Le Père Lachaise y possède un appartement lorsqu’il devient, en 1675, le confesseur du roi Louis XIV. Agrandie, embellie, plantée d’essences rares, agrémentée d’une orangerie et de pièces d’eau, la propriété est coquette et séduisante, elle attire les courtisans aux fêtes que donne le frère du père jésuite, le Comte de Lachaise. Puis, en raison d’une dette impayée, la compagnie de Jésus est obligée de céder le domaine. Le dernier propriétaire, Jacques Baron, lui-même ruiné par la Révolution et l’Empire, cède les 17 hectares de l’époque au préfet de la Seine, Nicolas Frochot, au nom de la ville de Paris.
C’est à l’architecte Alexandre Brongniart (à qui l’on doit aussi le palais de la Bourse) qu’est confié l’aménagement des lieux en cimetière.
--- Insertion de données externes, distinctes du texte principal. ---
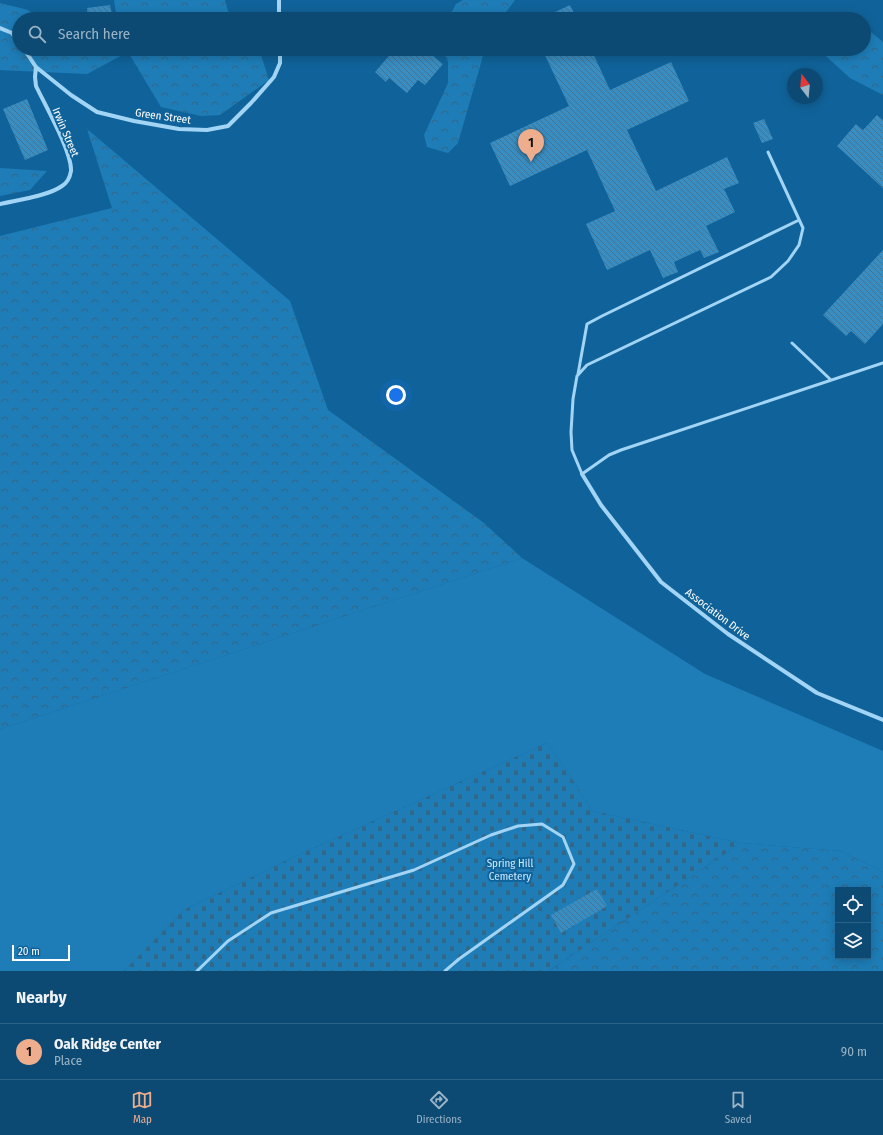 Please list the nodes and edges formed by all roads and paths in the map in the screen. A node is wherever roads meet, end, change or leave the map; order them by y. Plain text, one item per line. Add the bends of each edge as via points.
1 (278, 0) edge
2 (279, 12) edge
3 (0, 28) edge
4 (12, 33) edge
5 (29, 56) edge
6 (280, 56) edge
7 (36, 67) junction
8 (768, 152) dead end
9 (0, 204) edge
10 (799, 220) junction
11 (792, 343) dead end
12 (883, 363) edge
13 (577, 376) junction
14 (831, 380) junction
15 (582, 474) junction
16 (883, 720) edge
17 (197, 971) edge
18 (445, 971) edge

1 - 2 street
3 - 4 street
5 - 7 street, Green Street
6 - 7 street, Green Street via 274,77 251,104 228,126 207,130 179,129 97,112
7 - 9 street, Irwin Street via 36,86 63,142 71,171 63,186 55,191
8 - 10 lane
10 - 13 lane via 802,228 799,245 788,261 771,277 587,365
10 - 13 lane via 587,324
11 - 14 lane
12 - 14 lane
13 - 15 lane via 572,399 571,432 572,450
14 - 15 lane via 621,450 609,455
15 - 16 street, Association Drive via 601,505 661,582 728,634 816,693
17 - 18 lane via 228,941 271,913 414,870 491,835 518,826 542,824 563,837 574,864 563,885 458,959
Les cours d’eau, qui alimentaient la colline, sont arrêtés, mais les grandes allées de tilleuls et de châtaigniers, les petits sentiers et les vallonnements, qui confèrent à ce lieu charme et sérénité, sont préservés. Malheureusement, le cimetière de l’Est parisien est situé dans un faubourg pauvre et populaire, près de Ménilmontant, et les gens fortunés ne veulent pas y être inhumés. Ne remportant pas le succès escompté, il faut alors imaginer un coup médiatique.
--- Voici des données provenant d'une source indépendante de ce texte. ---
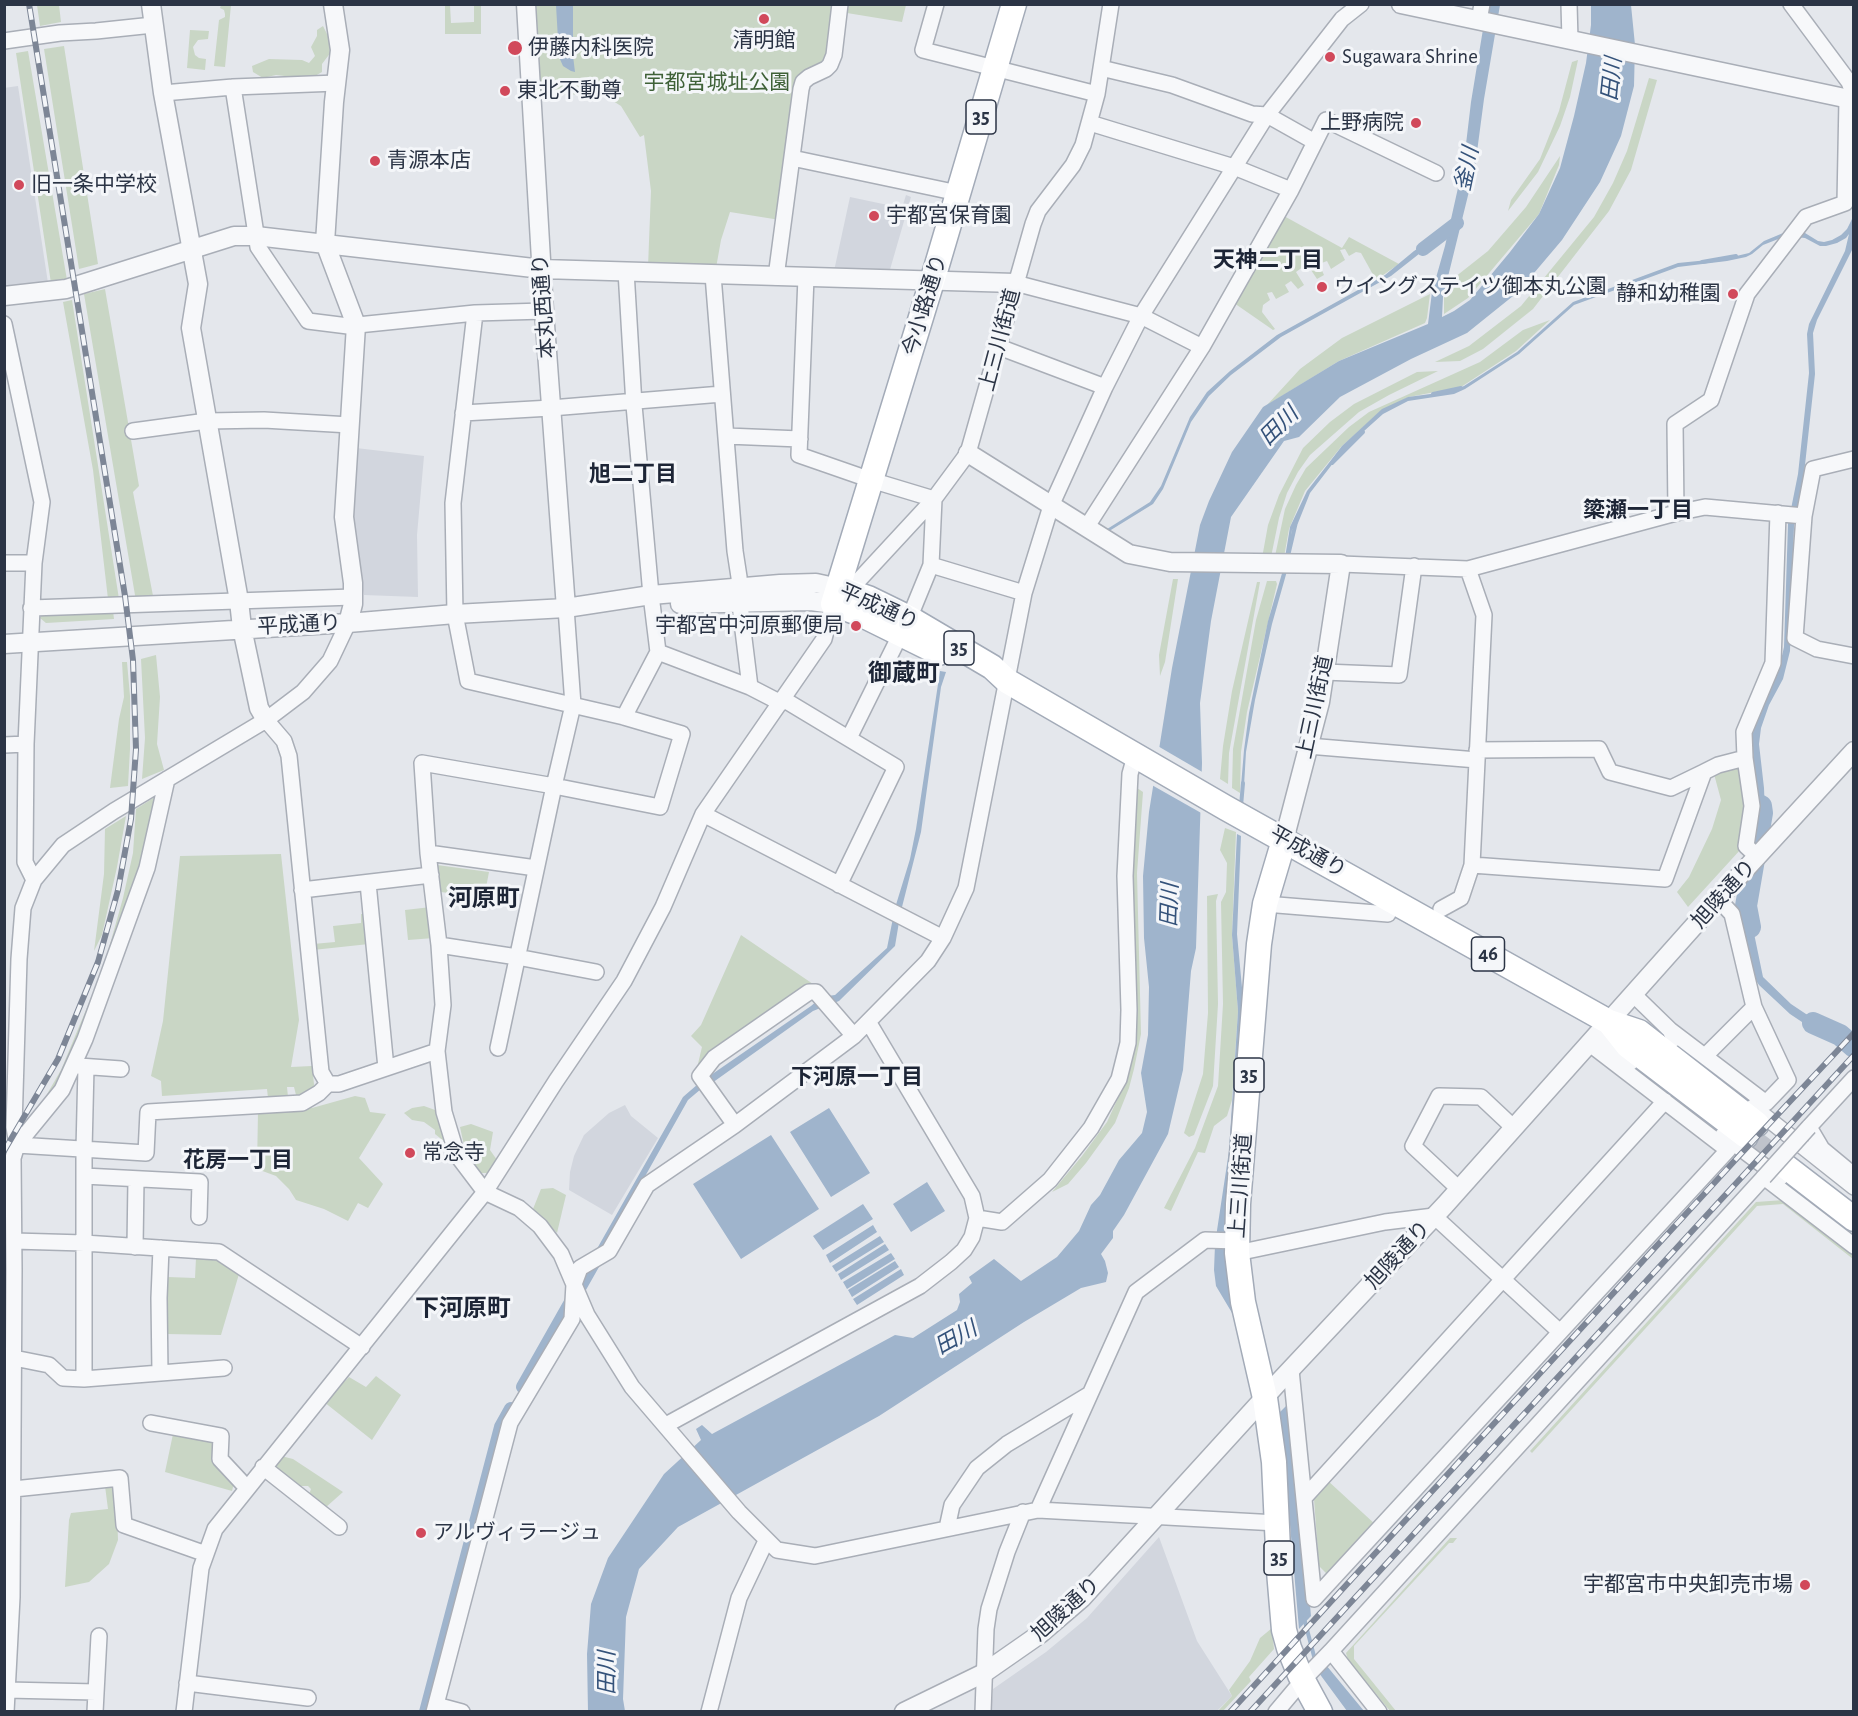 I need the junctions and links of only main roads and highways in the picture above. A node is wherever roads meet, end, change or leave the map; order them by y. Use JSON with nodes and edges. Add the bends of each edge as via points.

En 1817, le gouvernement de la Restauration fait transférer au cimetière les restes supposés de Molière et de La Fontaine, ainsi que ceux d’ Héloïse et d’Abélard. Les amants légendaires du Moyen Age sont honorés de monuments prestigieux, sur le modèle des somptueux gisants inhumés dans la nécropole des rois de France dans la cathédrale de Saint-Denis. Louis XVIII et ses ministres donnent une ampleur médiatique à cet événement et, aussitôt, se faire enterrer au Père Lachaise est mis au goût du jour.
Dès lors, aux fosses communes et aux premières tombes très austères -qui fleurirent entre 1804 et 1815- succèdent, tout au long du XIXe siècle, de magnifiques sépultures qui rivalisent de grandiloquence. Personnalités politiques de la Restauration, de la Monarchie de Juillet et du second Empire, maréchaux, industriels, savants, aristocrates, écrivains, musiciens … choisissent de s’y faire inhumer, et on fait appel aux sculpteurs les plus renommés de l’époque pour dresser tombes, chapelles et mausolées. Le cimetière a failli disparaître sous Napoléon III, lorsque le Baron Haussmann révolutionne Paris. L’empire chute, les projets du Baron avec, et le Père Lachaise demeure.
(Photo © Artifica)
Si le lieu fascine, c’est parce qu’il est à lui seul un résumé d’histoire et de mémoire. L’abécédaire des célébrités, qui reposent dans ce lieu romantique à souhait, est impressionnant.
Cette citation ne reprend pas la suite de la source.